(Saved entries)

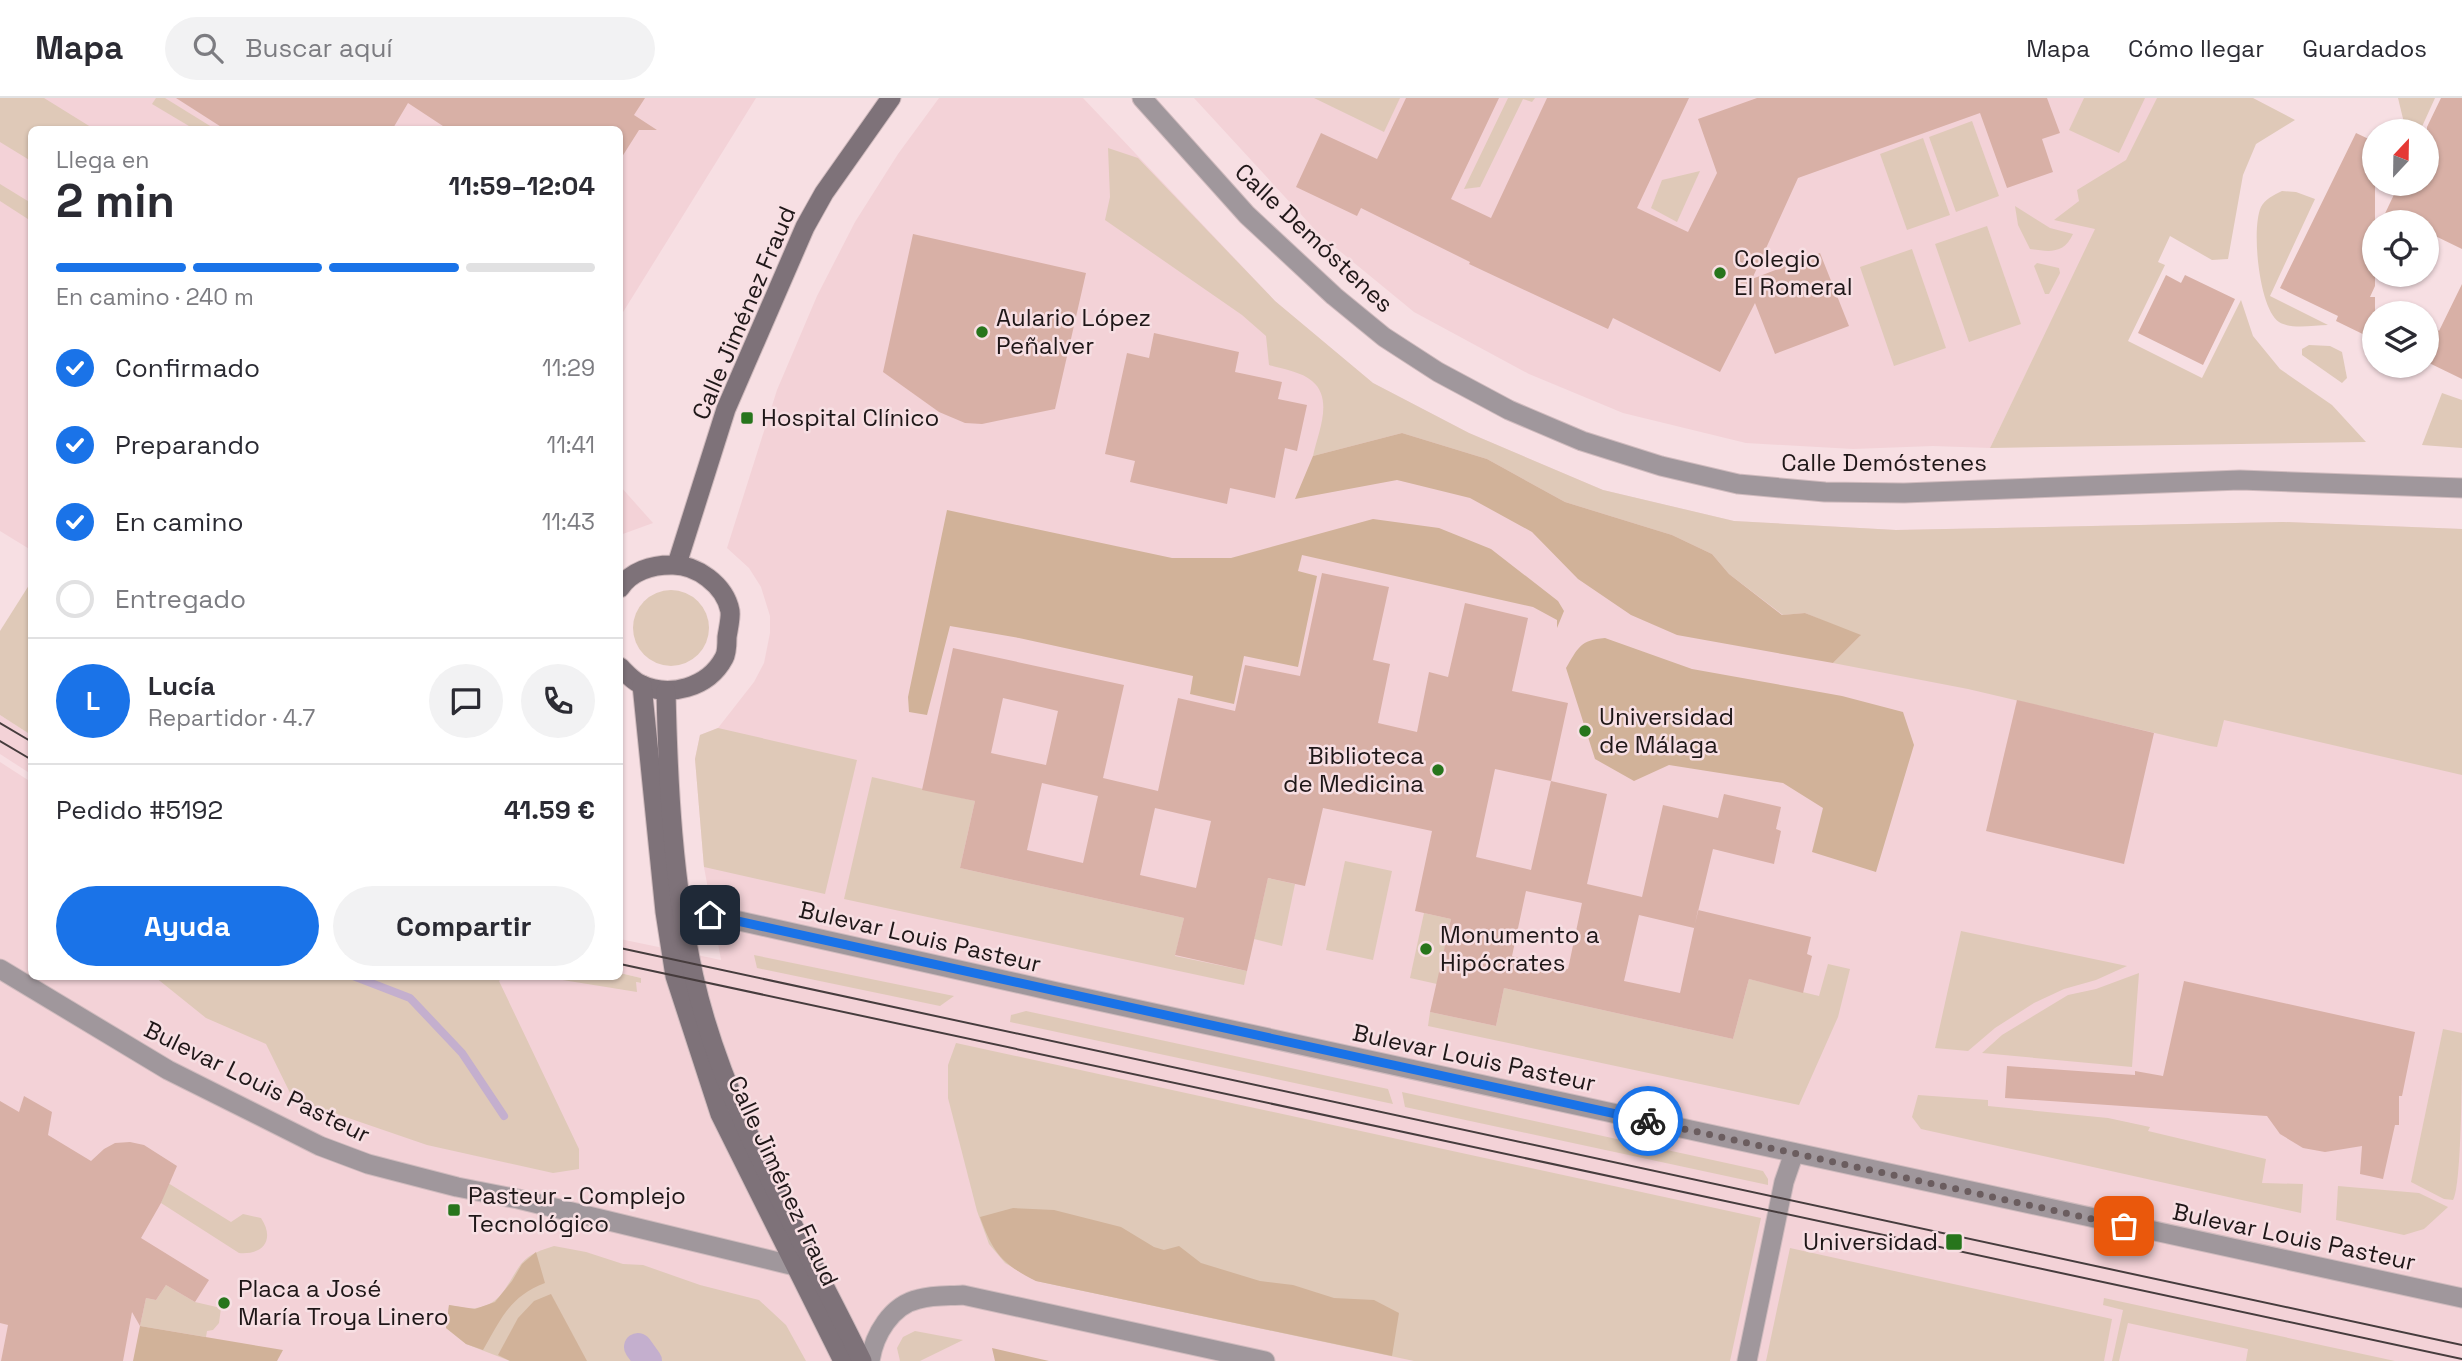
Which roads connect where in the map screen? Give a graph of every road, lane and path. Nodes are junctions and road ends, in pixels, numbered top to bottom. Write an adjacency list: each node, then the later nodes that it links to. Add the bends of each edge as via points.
1 (891, 98): 4 (main road, Calle Jiménez Fraud, via 805,227 726,410)
2 (1142, 98): 3 (street, Calle Demóstenes, via 1247,215 1384,337 1509,410 1582,441 1661,466 1738,484 1825,492 2240,480)
3 (2462, 488)
4 (677, 565): 5 (main road, via 655,565); 8 (main road, via 710,580 730,611 725,657 708,678 682,690)
5 (623, 585)
6 (623, 669): 7 (main road)
7 (642, 685): 8 (main road); 12 (main road, Calle Jiménez Fraud, via 675,976 720,1114)
8 (666, 691): 9 (main road, Calle Jiménez Fraud)
9 (681, 908): 11 (street, Bulevar Louis Pasteur); 15 (main road, Calle Jiménez Fraud, via 694,979 721,1066 753,1145)
10 (0, 969): 12 (street, Bulevar Louis Pasteur, via 168,1070 320,1146 368,1164)
11 (1794, 1153): 13 (street, Bulevar Louis Pasteur); 18 (street)
12 (795, 1266): 14 (main road, Calle Jiménez Fraud)
13 (2462, 1298)
14 (843, 1361)
15 (862, 1361)
16 (870, 1361): 17 (street, via 880,1331 896,1311 918,1299 963,1296)
17 (1265, 1361)
18 (1747, 1361)

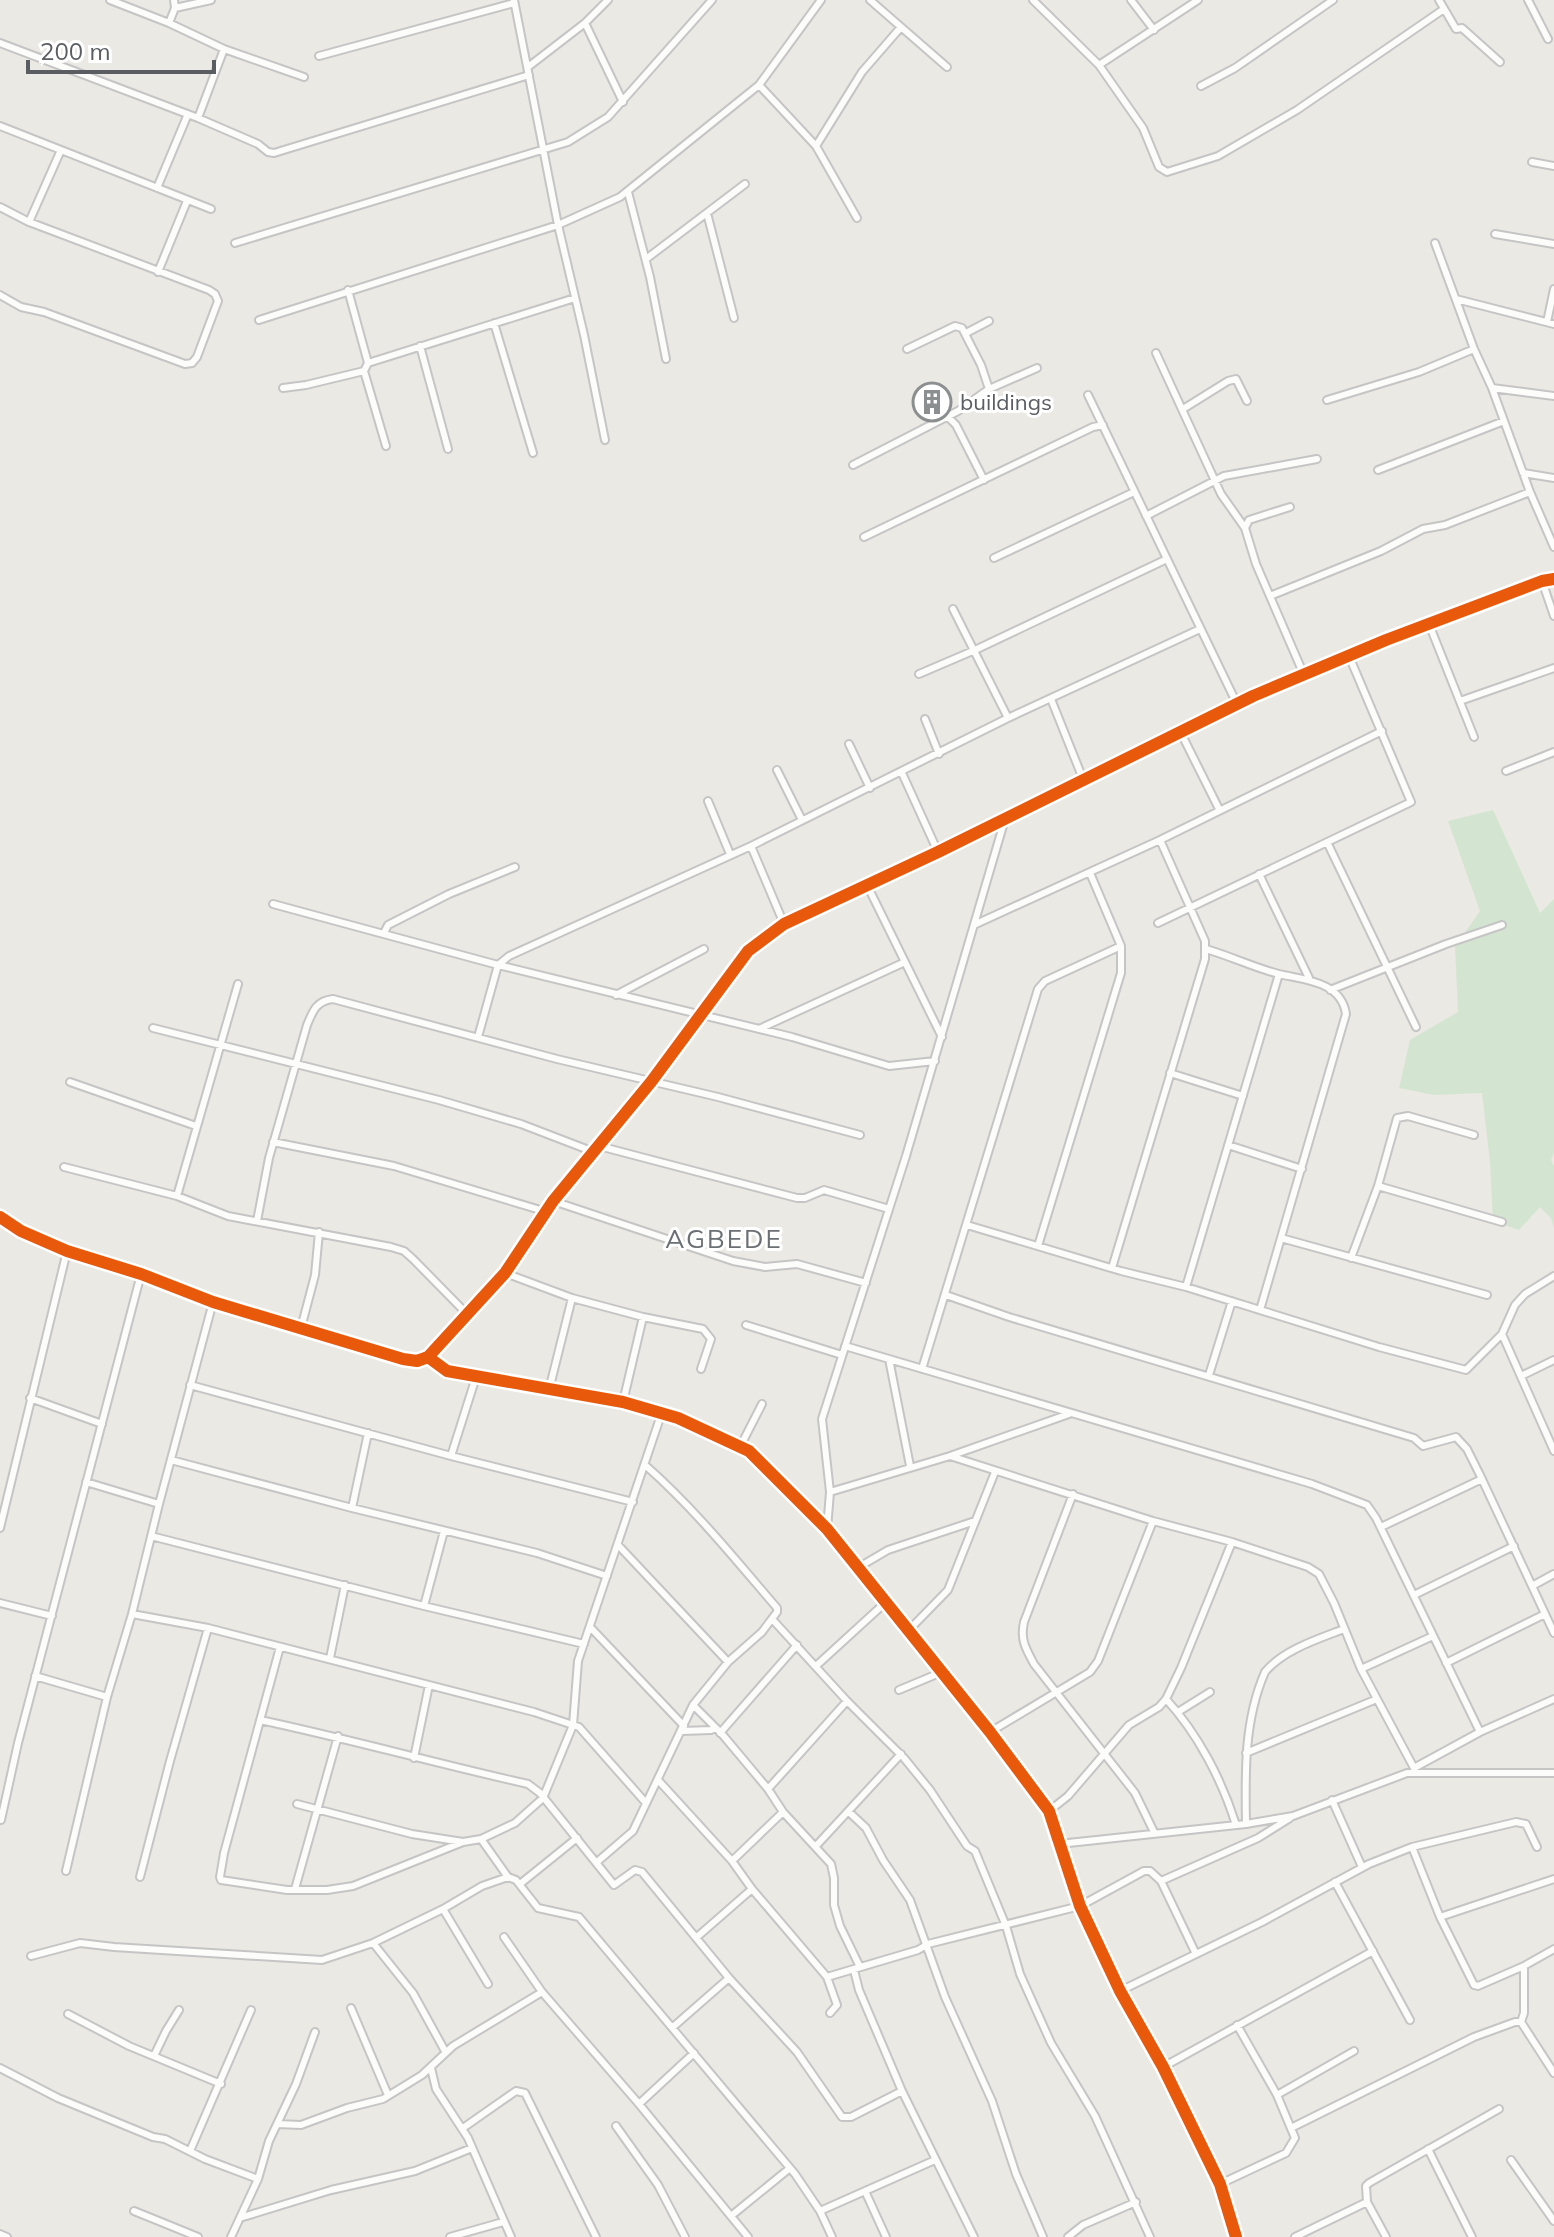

**Task objective:**
Output all of the data above exactly; no pictures should appear.

**Task response:**
Which roads connect where in the map screen? Give a graph of every road, lane and path. Nodes are junctions and road ends, in pixels, numbered top to bottom. Write an adjacency list: each node, then the later nodes that it links to. Add the bends of each edge as via points.
1 (891, 98): 4 (main road, Calle Jiménez Fraud, via 805,227 726,410)
2 (1142, 98): 3 (street, Calle Demóstenes, via 1247,215 1384,337 1509,410 1582,441 1661,466 1738,484 1825,492 2240,480)
3 (2462, 488)
4 (677, 565): 5 (main road, via 655,565); 8 (main road, via 710,580 730,611 725,657 708,678 682,690)
5 (623, 585)
6 (623, 669): 7 (main road)
7 (642, 685): 8 (main road); 12 (main road, Calle Jiménez Fraud, via 675,976 720,1114)
8 (666, 691): 9 (main road, Calle Jiménez Fraud)
9 (681, 908): 11 (street, Bulevar Louis Pasteur); 15 (main road, Calle Jiménez Fraud, via 694,979 721,1066 753,1145)
10 (0, 969): 12 (street, Bulevar Louis Pasteur, via 168,1070 320,1146 368,1164)
11 (1794, 1153): 13 (street, Bulevar Louis Pasteur); 18 (street)
12 (795, 1266): 14 (main road, Calle Jiménez Fraud)
13 (2462, 1298)
14 (843, 1361)
15 (862, 1361)
16 (870, 1361): 17 (street, via 880,1331 896,1311 918,1299 963,1296)
17 (1265, 1361)
18 (1747, 1361)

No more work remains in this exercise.